Ход военных действий был таков: сначала небольшие, но хорошо вооруженные казацкие отряды атаковали наше войско, которое мужественно и счастливо отбило вражеские наскоки. Три наших полка оттеснили Буджакскую орду татар, которая помогает Хмельницкому, – мыслю, без ведома хана. Но после того, как враг получил подкрепление, он сдержал наш натиск и вновь атаковал нас, надо признаться, с большим успехом. Бой продолжался до вечера и принес нам большие потери.

На другой день около полудня на нас кинулся сам Хмельницкий со столь великими силами, что мы не смогли продержаться и одного часа. Нас теснили со всех сторон, рубили саблями. Казаки так окружили лагерь и врезались в него, что наше войско, – я должен прямо сказать вам это, – было стерто с лица земли.
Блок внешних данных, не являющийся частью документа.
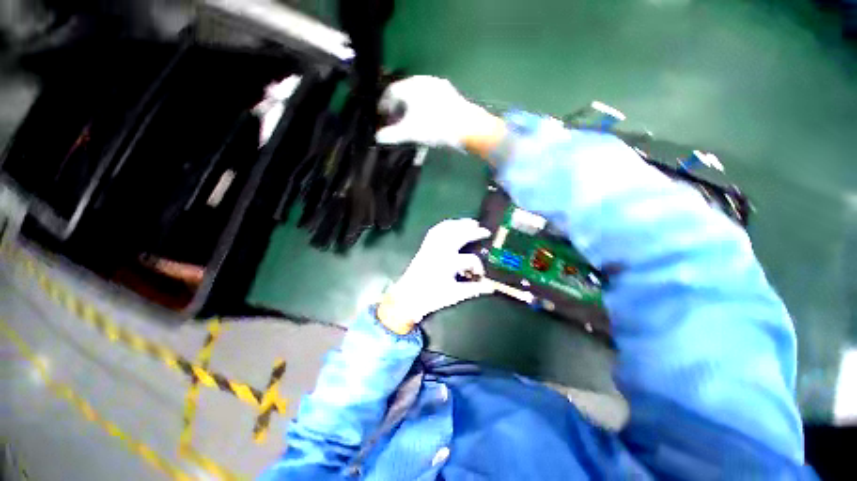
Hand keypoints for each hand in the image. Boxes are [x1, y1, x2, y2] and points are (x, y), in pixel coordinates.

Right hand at [376, 76, 505, 153]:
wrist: (468, 127)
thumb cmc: (435, 127)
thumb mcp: (410, 132)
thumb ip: (392, 134)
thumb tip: (378, 137)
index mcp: (411, 86)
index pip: (390, 92)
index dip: (383, 105)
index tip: (382, 116)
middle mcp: (424, 81)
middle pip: (405, 94)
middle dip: (397, 109)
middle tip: (395, 122)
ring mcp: (439, 87)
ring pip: (419, 98)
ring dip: (411, 111)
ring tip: (410, 124)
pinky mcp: (451, 96)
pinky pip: (431, 102)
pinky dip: (425, 111)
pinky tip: (427, 123)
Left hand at [378, 219, 494, 333]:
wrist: (407, 297)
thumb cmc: (431, 297)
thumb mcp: (454, 295)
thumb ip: (473, 289)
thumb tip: (490, 288)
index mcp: (448, 264)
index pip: (470, 259)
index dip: (478, 266)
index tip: (480, 274)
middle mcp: (440, 251)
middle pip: (459, 235)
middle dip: (473, 232)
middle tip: (484, 231)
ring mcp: (431, 246)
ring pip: (447, 229)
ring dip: (460, 224)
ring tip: (471, 222)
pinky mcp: (425, 246)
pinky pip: (435, 230)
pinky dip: (445, 225)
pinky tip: (452, 224)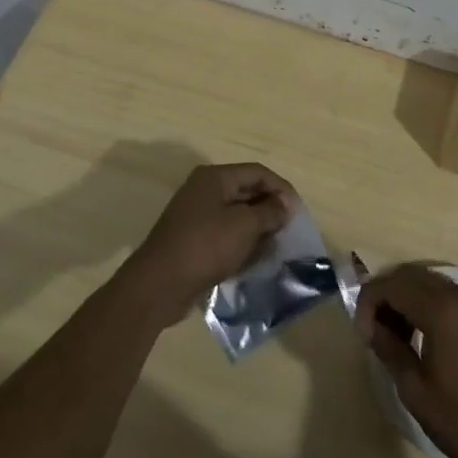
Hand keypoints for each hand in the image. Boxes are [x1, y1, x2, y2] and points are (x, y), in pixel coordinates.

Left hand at [121, 162, 294, 326]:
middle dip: (269, 210)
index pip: (257, 173)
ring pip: (236, 216)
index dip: (281, 188)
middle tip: (289, 230)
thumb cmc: (205, 246)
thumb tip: (285, 204)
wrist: (159, 285)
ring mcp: (196, 216)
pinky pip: (225, 235)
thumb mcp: (243, 226)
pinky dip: (241, 244)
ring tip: (276, 247)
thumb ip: (269, 212)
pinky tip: (255, 260)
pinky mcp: (193, 241)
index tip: (298, 212)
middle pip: (246, 192)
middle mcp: (204, 191)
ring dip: (257, 229)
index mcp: (214, 177)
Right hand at [355, 264, 457, 457]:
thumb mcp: (416, 391)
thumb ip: (389, 349)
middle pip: (412, 276)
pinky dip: (432, 305)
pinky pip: (453, 296)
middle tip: (376, 330)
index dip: (369, 302)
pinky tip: (429, 338)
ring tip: (399, 336)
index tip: (362, 333)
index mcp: (441, 309)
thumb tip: (372, 326)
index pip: (392, 285)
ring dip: (409, 299)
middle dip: (387, 295)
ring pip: (432, 283)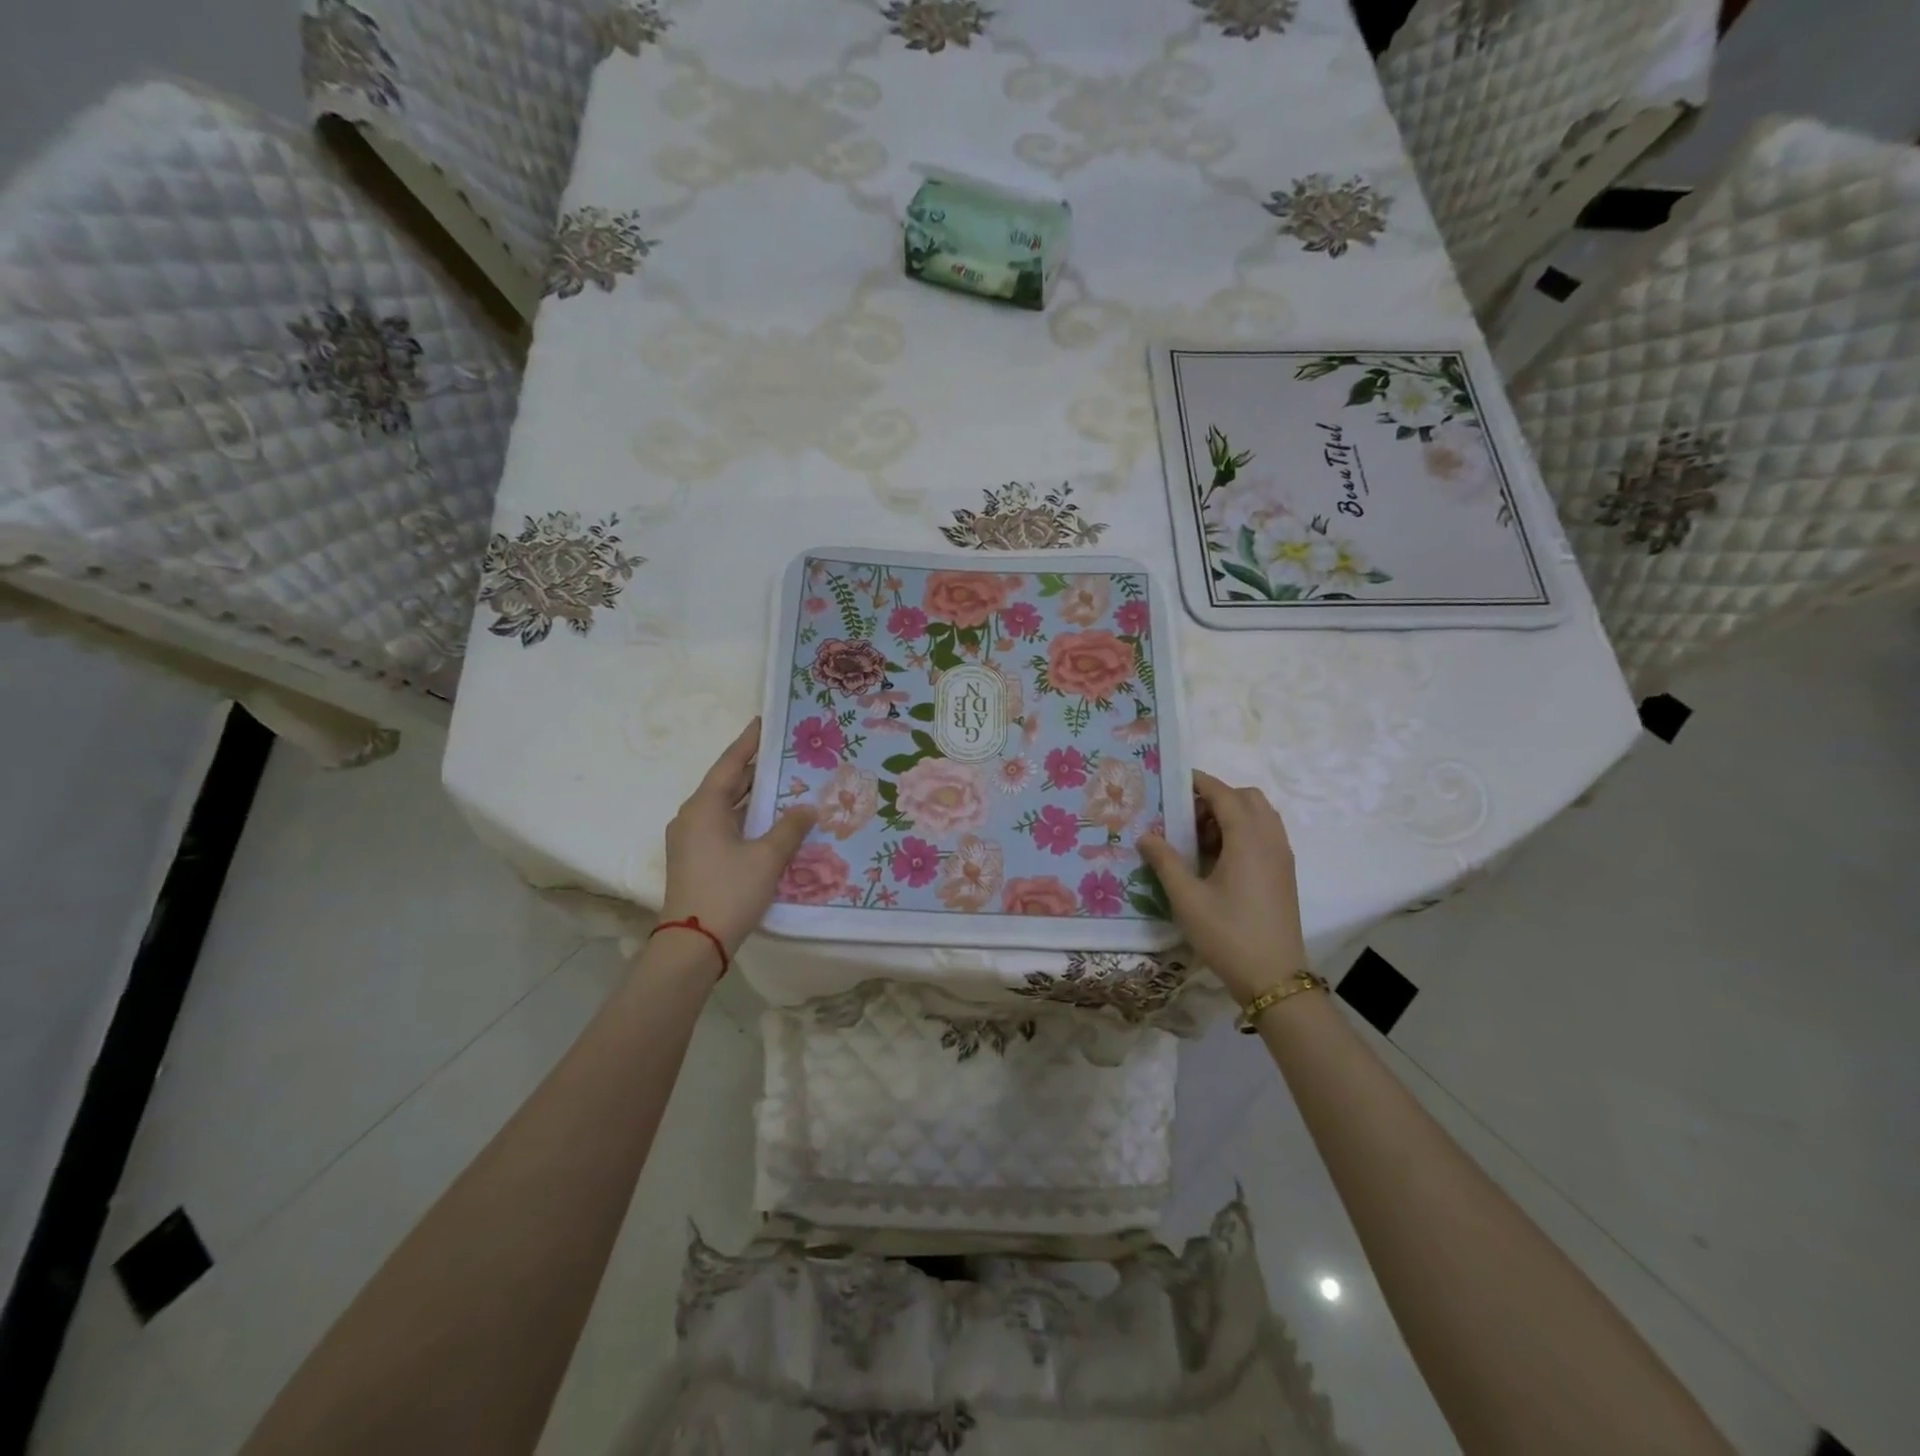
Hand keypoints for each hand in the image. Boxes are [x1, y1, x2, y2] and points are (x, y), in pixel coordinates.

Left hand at [659, 719, 816, 959]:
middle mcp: (692, 817)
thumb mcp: (767, 857)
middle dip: (754, 768)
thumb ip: (790, 828)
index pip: (730, 763)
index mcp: (704, 807)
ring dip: (752, 795)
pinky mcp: (695, 859)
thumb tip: (807, 808)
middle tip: (785, 752)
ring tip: (784, 781)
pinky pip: (723, 825)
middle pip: (726, 783)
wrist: (693, 944)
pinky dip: (746, 817)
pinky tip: (770, 821)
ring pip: (725, 806)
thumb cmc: (729, 891)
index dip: (749, 742)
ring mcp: (690, 839)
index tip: (765, 722)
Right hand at [1138, 771, 1307, 1004]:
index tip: (1174, 780)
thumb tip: (1146, 835)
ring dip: (1233, 814)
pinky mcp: (1284, 874)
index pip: (1225, 794)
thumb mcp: (1187, 898)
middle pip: (1248, 798)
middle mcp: (1270, 840)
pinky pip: (1266, 834)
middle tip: (1187, 816)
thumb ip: (1165, 861)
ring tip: (1200, 838)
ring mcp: (1282, 857)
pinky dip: (1244, 831)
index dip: (1200, 782)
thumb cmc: (1227, 934)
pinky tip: (1219, 857)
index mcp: (1248, 840)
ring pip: (1261, 815)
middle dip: (1218, 796)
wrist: (1274, 979)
Польный гетман пан Мартин Калиновский укрылся сразу в редутах, занятых иноземными полками. Но и там нельзя было долго сопротивляться, ибо враг, имея несколько десятков пушек, окружил наши редуты со всех сторон.

Защитники последних были или убиты, или взяты в плен. Им пришлось сдаться, ибо защищать наспех построенные редуты все равно не было возможно, особенно при том замешательстве, какое возникло в войсках, когда мы узнали о бегстве нашей челяди из лагеря. Казаки проникли в лагерь и брали в плен кого хотели и как хотели.

Изо всего нашего полка бог спас только меня и еще одного воина, – нам чудом удалось переплыть реку. Из других полков отойти удалось весьма немногим, ибо река и густые леса сильно затрудняли правильное отступление.

Какая судьба постигла свиту польного гетмана пана Мартина Калиновского, сказать трудно. При гетмане находились: его сын, его милость пан коронный обозный, каштелян черниговский пан Одживольский, староста красноставский пан Марк Собесский, их милости паны Балабан и Незбытовский, подсудок брацлавский Козаковский и несколько других вельможных шляхтичей. Во всяком случае, вряд ли кому-нибудь из них удалось пробиться сквозь густые массы вражеских войск. Иноземцы и рейтары держались стойко, но из них, боюсь, мало кто сможет в будущем защищать Речь Посполитую.

Его милость пан воевода брацлавский, который стоял недалеко от лагеря, но не присоединился к нам, смог, по-видимому, отступить в Каменец.

Заднепровское войско и полки воеводы Киселя и Сапеги стояли в Ахматове. Им удалось соединиться, и, окруженные казаками, они с боем отступают в Полесье.